From that track record, it’s not unreasonable that teams might want to limit his time in the field. Of course, that raises the issue of whether Arraez’s offense is enough for a full-time DH role. In 2025, designated hitters posted a 110 wRC+ with a .188 isolated power output. Arraez’s 107 wRC+ since the start of 2024 is comparable to that, but his .089 ISO is less than half the usual mark for the position. Feinsand’s post doesn’t specify the interested teams or the terms of their offers, so it’s still not clear how the market values Arraez overall. In any case, the fact that he is prioritizing a return to second base could limit his earning power, especially on a multi-year deal.
The one-year route may be his best option. Arraez turns 29 in April and has several prime years remaining, so if he performs well in 2026, he could return to the market still young enough for a multi-year deal. He’ll never become a Gold Glover, but a pillow contract could at least allow him to improve his offense relative to his walk year this time around. His .292/.327/.392 slash line in 2025 amounted to a 104 wRC+. Though above-average, it was underwhelming production at first base, a position with 9% better-than-average offense by wRC+ this year. In contrast, second basemen were 10% below average as hitters, though with much better defense than first basemen.
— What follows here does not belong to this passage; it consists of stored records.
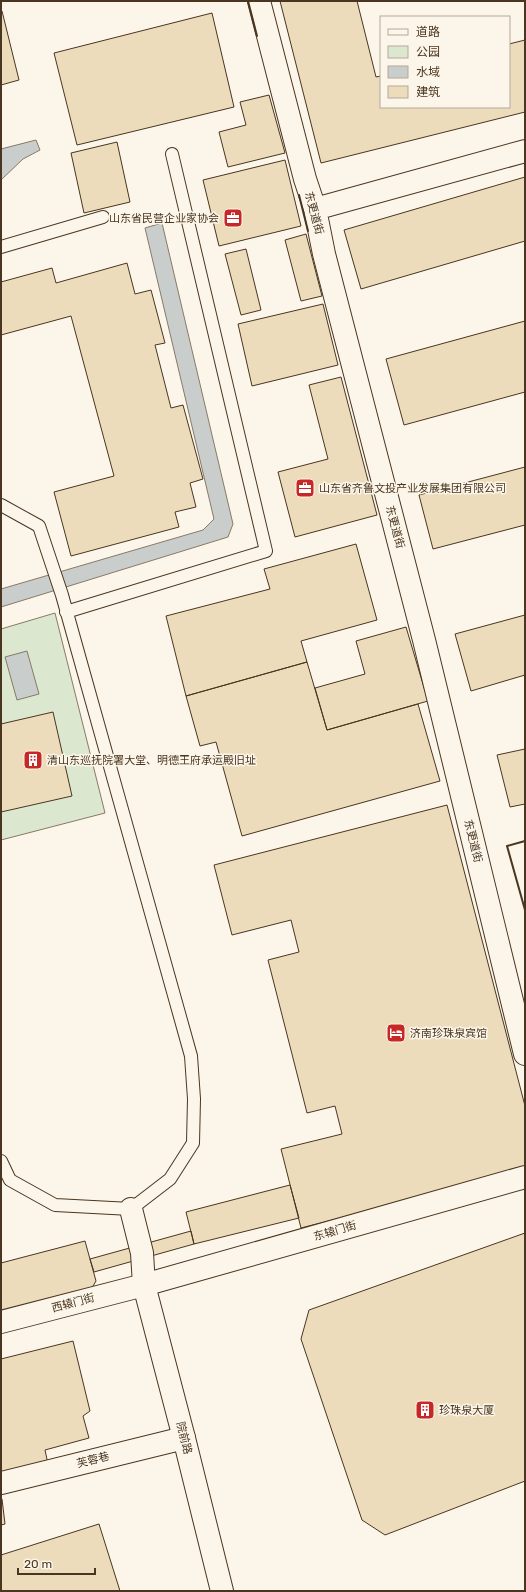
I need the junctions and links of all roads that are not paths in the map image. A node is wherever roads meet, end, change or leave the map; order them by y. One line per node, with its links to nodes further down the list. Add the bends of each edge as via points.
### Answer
1 (259, 1): 4 (street, 东更道街)
2 (525, 151): 4 (street)
3 (172, 154): 8 (lane, via 266,551)
4 (314, 209): 9 (street, 东更道街, via 424,640)
5 (103, 217): 6 (lane)
6 (1, 247)
7 (1, 505): 8 (lane, via 39,526)
8 (66, 612): 12 (lane, via 191,1056 194,1099 193,1143 170,1179)
9 (525, 1054)
10 (1, 1161): 12 (lane, via 10,1180 55,1205)
11 (525, 1176): 13 (street, 东辕门街)
12 (131, 1209): 13 (street, 院前路, via 142,1253)
13 (144, 1284): 14 (street, 西辕门街); 15 (street, 院前路)
14 (1, 1322)
15 (184, 1438): 16 (street, 芙蓉巷); 17 (street, 院前路)
16 (1, 1483)
17 (222, 1591)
From that lens, the question is which version of Arraez the market values more. He doesn’t hit as well as the average first baseman, but poor defense isn’t unusual for that position anyway. As a second baseman, Arraez’s offense plays up, but his defense becomes a much bigger liability. He has reportedly been working on his defense at second base during the offseason (link via Daniel Alvarez-Montes of El Extrabase), though it remains to be seen how much that matters to the teams alluded to by Feinsand.